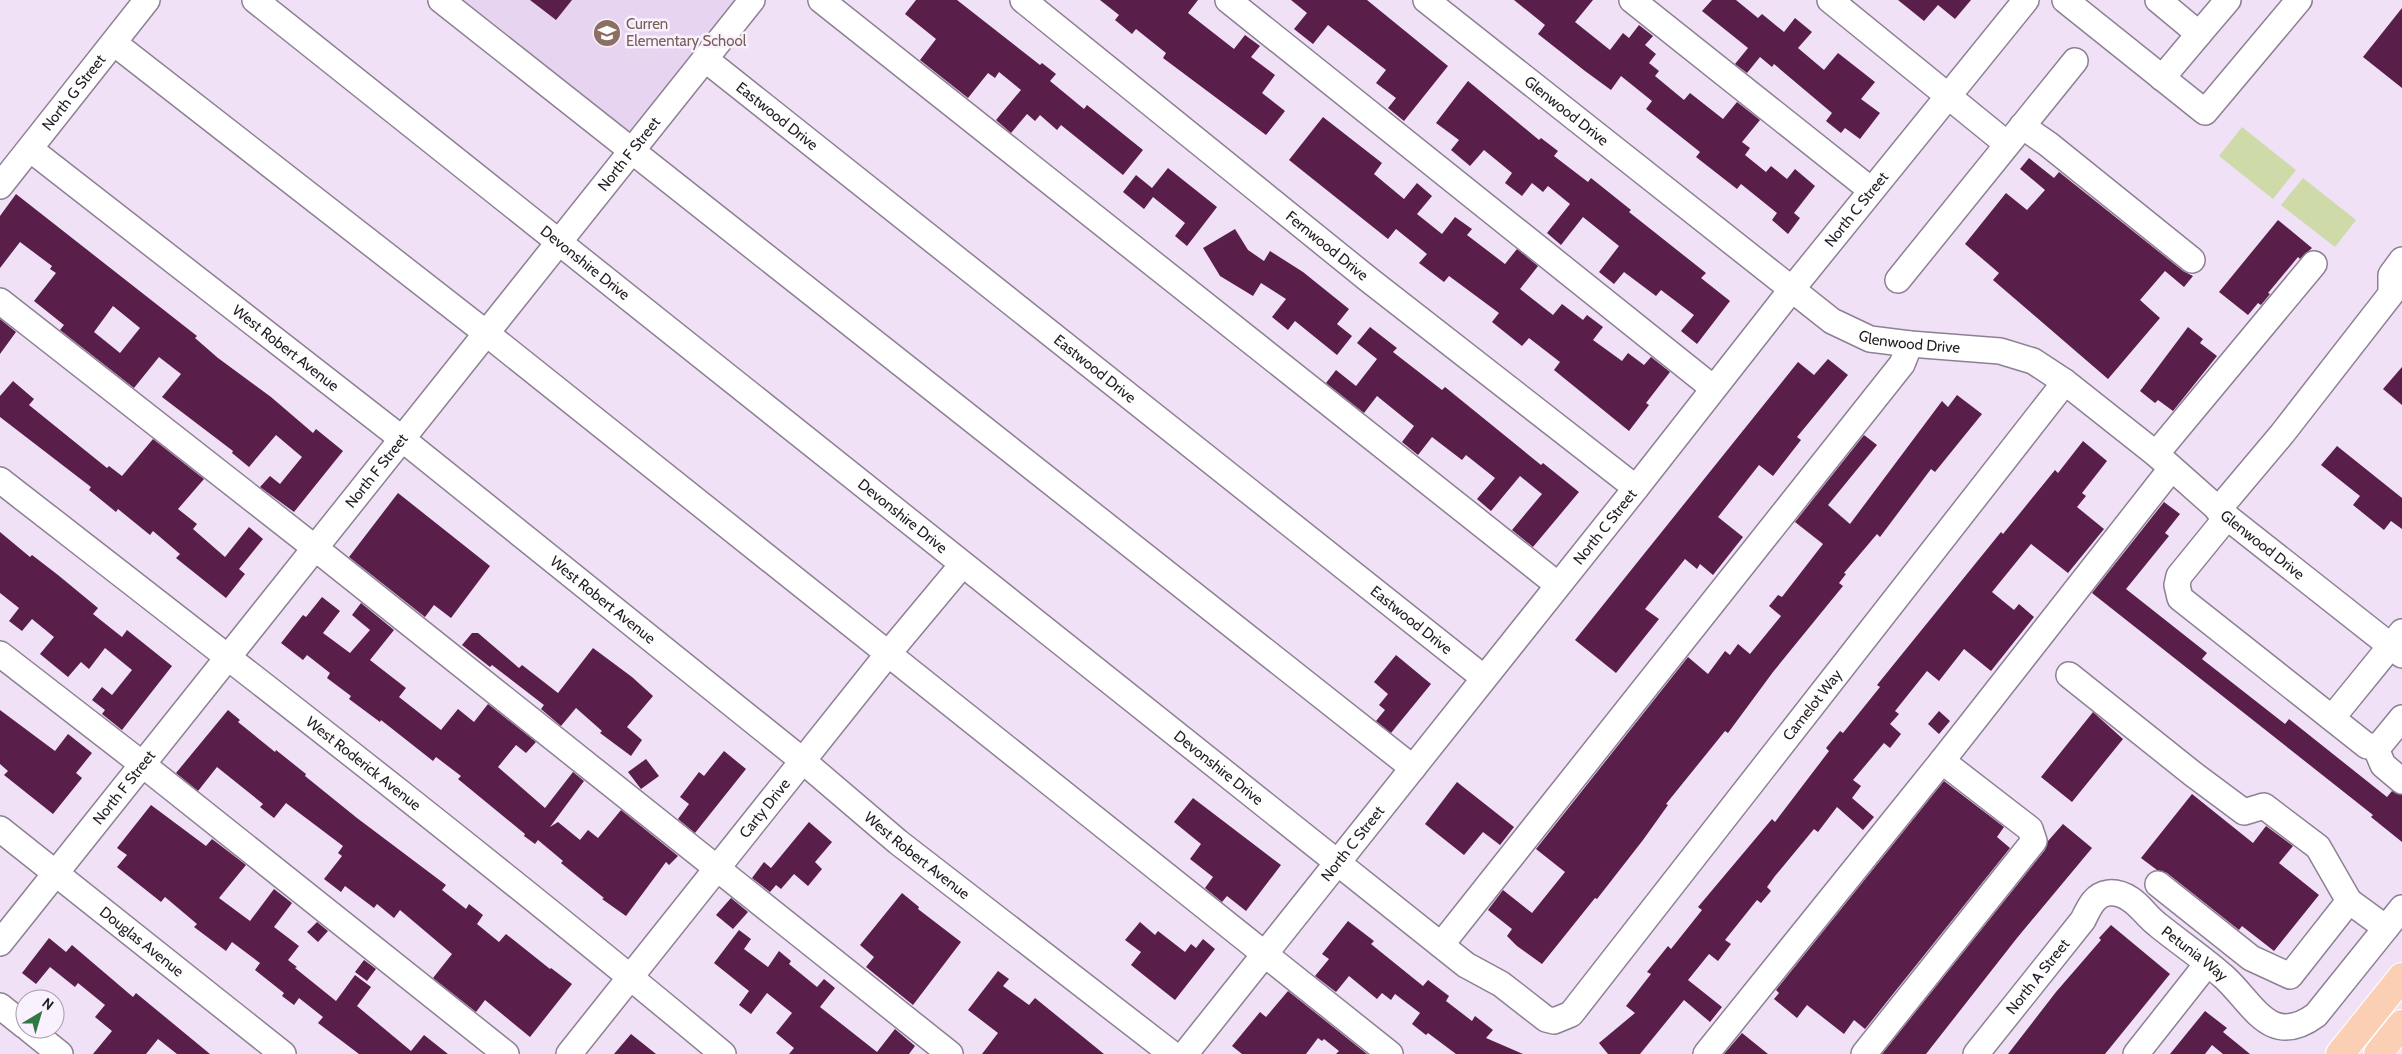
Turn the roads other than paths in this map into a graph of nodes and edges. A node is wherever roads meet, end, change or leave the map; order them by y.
1 (147, 0) edge
2 (255, 0) edge
3 (441, 0) edge
4 (752, 0) edge
5 (821, 0) edge
6 (1023, 0) edge
7 (1228, 0) edge
8 (1426, 0) edge
9 (1632, 0) edge
10 (1830, 0) edge
11 (2026, 0) edge
12 (2065, 0) edge
13 (2158, 0) edge
14 (2228, 0) edge
15 (2299, 0) edge
16 (2199, 34) junction
17 (114, 42) junction
18 (705, 59) junction
19 (2075, 61) dead end
20 (2162, 78) junction
21 (1949, 95) junction
22 (2015, 135) junction
23 (30, 149) junction
24 (633, 150) junction
25 (0, 186) edge
26 (1871, 190) junction
27 (560, 241) junction
28 (2192, 260) dead end
29 (2402, 260) edge
30 (2314, 264) dead end
31 (1898, 280) dead end
32 (1792, 289) junction
33 (0, 301) edge
34 (486, 333) junction
35 (1910, 344) junction
36 (2065, 382) junction
37 (1713, 388) junction
38 (401, 438) junction
39 (2164, 461) junction
40 (0, 480) edge
41 (1636, 488) junction
42 (2222, 513) junction
43 (315, 548) junction
44 (962, 565) junction
45 (1558, 585) junction
46 (2398, 644) edge
47 (0, 654) edge
48 (887, 655) junction
49 (228, 657) junction
50 (2069, 675) dead end
51 (1484, 678) junction
52 (2332, 718) junction
53 (2402, 718) edge
54 (2375, 746) junction
55 (802, 761) junction
56 (1942, 761) junction
57 (142, 764) junction
58 (1413, 768) junction
59 (2402, 782) edge
60 (0, 829) edge
61 (1337, 861) junction
62 (718, 869) junction
63 (55, 872) junction
64 (2158, 884) dead end
65 (2098, 897) joint
66 (2349, 901) junction
67 (2402, 908) edge
68 (2386, 928) junction
69 (0, 943) edge
70 (1441, 944) junction
71 (1264, 953) junction
72 (2207, 964) junction
73 (630, 977) junction
74 (2402, 977) edge
75 (0, 1006) edge
76 (15, 1018) edge
77 (1554, 1021) joint
78 (2402, 1024) edge
79 (41, 1039) edge
80 (60, 1054) edge
81 (283, 1054) edge
82 (506, 1054) edge
83 (569, 1054) edge
84 (723, 1054) edge
85 (950, 1054) edge
86 (1172, 1054) edge
87 (1185, 1054) edge
88 (1390, 1054) edge
89 (1706, 1054) edge
90 (1864, 1054) edge
91 (1976, 1054) edge
92 (2136, 1054) edge
93 (2340, 1054) edge
94 (2378, 1054) edge

1 - 17 street, North G Street
2 - 27 street, Devonshire Drive
3 - 24 street
4 - 18 street, North F Street
5 - 45 street
6 - 41 street, Fernwood Drive
7 - 37 street
8 - 32 street, Glenwood Drive
9 - 26 street
10 - 21 street
11 - 21 street, North C Street
12 - 20 street
13 - 16 street
14 - 16 street
15 - 20 street
16 - 20 street
17 - 23 street, North G Street
17 - 34 street
18 - 24 street, North F Street
18 - 51 street, Eastwood Drive
19 - 22 street
21 - 22 street
21 - 26 street, North C Street
22 - 28 street
22 - 31 street
23 - 25 street, North G Street
23 - 38 street, West Robert Avenue
24 - 27 street, North F Street
24 - 58 street
26 - 32 street, North C Street
27 - 34 street, North F Street
27 - 44 street, Devonshire Drive
29 - 42 street
30 - 39 street
32 - 35 street, Glenwood Drive
32 - 37 street, North C Street
33 - 43 street
34 - 38 street, North F Street
34 - 48 street
35 - 36 street, Glenwood Drive
35 - 70 street
36 - 39 street, Glenwood Drive
36 - 77 street, Camelot Way
37 - 41 street, North C Street
38 - 43 street, North F Street
38 - 55 street, West Robert Avenue
39 - 42 street, Glenwood Drive
39 - 56 street
40 - 49 street, West Roderick Avenue
41 - 45 street, North C Street
42 - 46 street, Glenwood Drive
42 - 52 street
43 - 49 street, North F Street
43 - 62 street
44 - 48 street, Carty Drive
44 - 61 street, Devonshire Drive
45 - 51 street, North C Street
46 - 52 street
47 - 57 street
48 - 55 street, Carty Drive
48 - 71 street
49 - 57 street, North F Street
49 - 73 street, West Roderick Avenue
50 - 66 street
51 - 58 street, North C Street
52 - 54 street
53 - 54 street
54 - 59 street
55 - 62 street, Carty Drive
55 - 86 street, West Robert Avenue
56 - 89 street
56 - 90 street
57 - 63 street, North F Street
57 - 82 street
58 - 61 street, North C Street
60 - 63 street, Douglas Avenue
61 - 70 street, Devonshire Drive
61 - 71 street, North C Street
62 - 73 street, Carty Drive
62 - 85 street
63 - 69 street, North F Street
63 - 81 street, Douglas Avenue
64 - 66 street
65 - 72 street, Petunia Way
65 - 91 street, North A Street
66 - 68 street
67 - 68 street
68 - 72 street, Petunia Way
70 - 77 street, Devonshire Drive
71 - 87 street, North C Street
71 - 88 street
72 - 92 street
73 - 83 street, Carty Drive
73 - 84 street, West Roderick Avenue
74 - 93 main road
75 - 76 street
78 - 94 main road
79 - 80 street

● **About this task**:
Once the images are dropped, set down the remaining material word for word.

● **Your solution**:
Turn the roads other than paths in this map into a graph of nodes and edges. A node is wherever roads meet, end, change or leave the map; order them by y.
1 (147, 0) edge
2 (255, 0) edge
3 (441, 0) edge
4 (752, 0) edge
5 (821, 0) edge
6 (1023, 0) edge
7 (1228, 0) edge
8 (1426, 0) edge
9 (1632, 0) edge
10 (1830, 0) edge
11 (2026, 0) edge
12 (2065, 0) edge
13 (2158, 0) edge
14 (2228, 0) edge
15 (2299, 0) edge
16 (2199, 34) junction
17 (114, 42) junction
18 (705, 59) junction
19 (2075, 61) dead end
20 (2162, 78) junction
21 (1949, 95) junction
22 (2015, 135) junction
23 (30, 149) junction
24 (633, 150) junction
25 (0, 186) edge
26 (1871, 190) junction
27 (560, 241) junction
28 (2192, 260) dead end
29 (2402, 260) edge
30 (2314, 264) dead end
31 (1898, 280) dead end
32 (1792, 289) junction
33 (0, 301) edge
34 (486, 333) junction
35 (1910, 344) junction
36 (2065, 382) junction
37 (1713, 388) junction
38 (401, 438) junction
39 (2164, 461) junction
40 (0, 480) edge
41 (1636, 488) junction
42 (2222, 513) junction
43 (315, 548) junction
44 (962, 565) junction
45 (1558, 585) junction
46 (2398, 644) edge
47 (0, 654) edge
48 (887, 655) junction
49 (228, 657) junction
50 (2069, 675) dead end
51 (1484, 678) junction
52 (2332, 718) junction
53 (2402, 718) edge
54 (2375, 746) junction
55 (802, 761) junction
56 (1942, 761) junction
57 (142, 764) junction
58 (1413, 768) junction
59 (2402, 782) edge
60 (0, 829) edge
61 (1337, 861) junction
62 (718, 869) junction
63 (55, 872) junction
64 (2158, 884) dead end
65 (2098, 897) joint
66 (2349, 901) junction
67 (2402, 908) edge
68 (2386, 928) junction
69 (0, 943) edge
70 (1441, 944) junction
71 (1264, 953) junction
72 (2207, 964) junction
73 (630, 977) junction
74 (2402, 977) edge
75 (0, 1006) edge
76 (15, 1018) edge
77 (1554, 1021) joint
78 (2402, 1024) edge
79 (41, 1039) edge
80 (60, 1054) edge
81 (283, 1054) edge
82 (506, 1054) edge
83 (569, 1054) edge
84 (723, 1054) edge
85 (950, 1054) edge
86 (1172, 1054) edge
87 (1185, 1054) edge
88 (1390, 1054) edge
89 (1706, 1054) edge
90 (1864, 1054) edge
91 (1976, 1054) edge
92 (2136, 1054) edge
93 (2340, 1054) edge
94 (2378, 1054) edge

1 - 17 street, North G Street
2 - 27 street, Devonshire Drive
3 - 24 street
4 - 18 street, North F Street
5 - 45 street
6 - 41 street, Fernwood Drive
7 - 37 street
8 - 32 street, Glenwood Drive
9 - 26 street
10 - 21 street
11 - 21 street, North C Street
12 - 20 street
13 - 16 street
14 - 16 street
15 - 20 street
16 - 20 street
17 - 23 street, North G Street
17 - 34 street
18 - 24 street, North F Street
18 - 51 street, Eastwood Drive
19 - 22 street
21 - 22 street
21 - 26 street, North C Street
22 - 28 street
22 - 31 street
23 - 25 street, North G Street
23 - 38 street, West Robert Avenue
24 - 27 street, North F Street
24 - 58 street
26 - 32 street, North C Street
27 - 34 street, North F Street
27 - 44 street, Devonshire Drive
29 - 42 street
30 - 39 street
32 - 35 street, Glenwood Drive
32 - 37 street, North C Street
33 - 43 street
34 - 38 street, North F Street
34 - 48 street
35 - 36 street, Glenwood Drive
35 - 70 street
36 - 39 street, Glenwood Drive
36 - 77 street, Camelot Way
37 - 41 street, North C Street
38 - 43 street, North F Street
38 - 55 street, West Robert Avenue
39 - 42 street, Glenwood Drive
39 - 56 street
40 - 49 street, West Roderick Avenue
41 - 45 street, North C Street
42 - 46 street, Glenwood Drive
42 - 52 street
43 - 49 street, North F Street
43 - 62 street
44 - 48 street, Carty Drive
44 - 61 street, Devonshire Drive
45 - 51 street, North C Street
46 - 52 street
47 - 57 street
48 - 55 street, Carty Drive
48 - 71 street
49 - 57 street, North F Street
49 - 73 street, West Roderick Avenue
50 - 66 street
51 - 58 street, North C Street
52 - 54 street
53 - 54 street
54 - 59 street
55 - 62 street, Carty Drive
55 - 86 street, West Robert Avenue
56 - 89 street
56 - 90 street
57 - 63 street, North F Street
57 - 82 street
58 - 61 street, North C Street
60 - 63 street, Douglas Avenue
61 - 70 street, Devonshire Drive
61 - 71 street, North C Street
62 - 73 street, Carty Drive
62 - 85 street
63 - 69 street, North F Street
63 - 81 street, Douglas Avenue
64 - 66 street
65 - 72 street, Petunia Way
65 - 91 street, North A Street
66 - 68 street
67 - 68 street
68 - 72 street, Petunia Way
70 - 77 street, Devonshire Drive
71 - 87 street, North C Street
71 - 88 street
72 - 92 street
73 - 83 street, Carty Drive
73 - 84 street, West Roderick Avenue
74 - 93 main road
75 - 76 street
78 - 94 main road
79 - 80 street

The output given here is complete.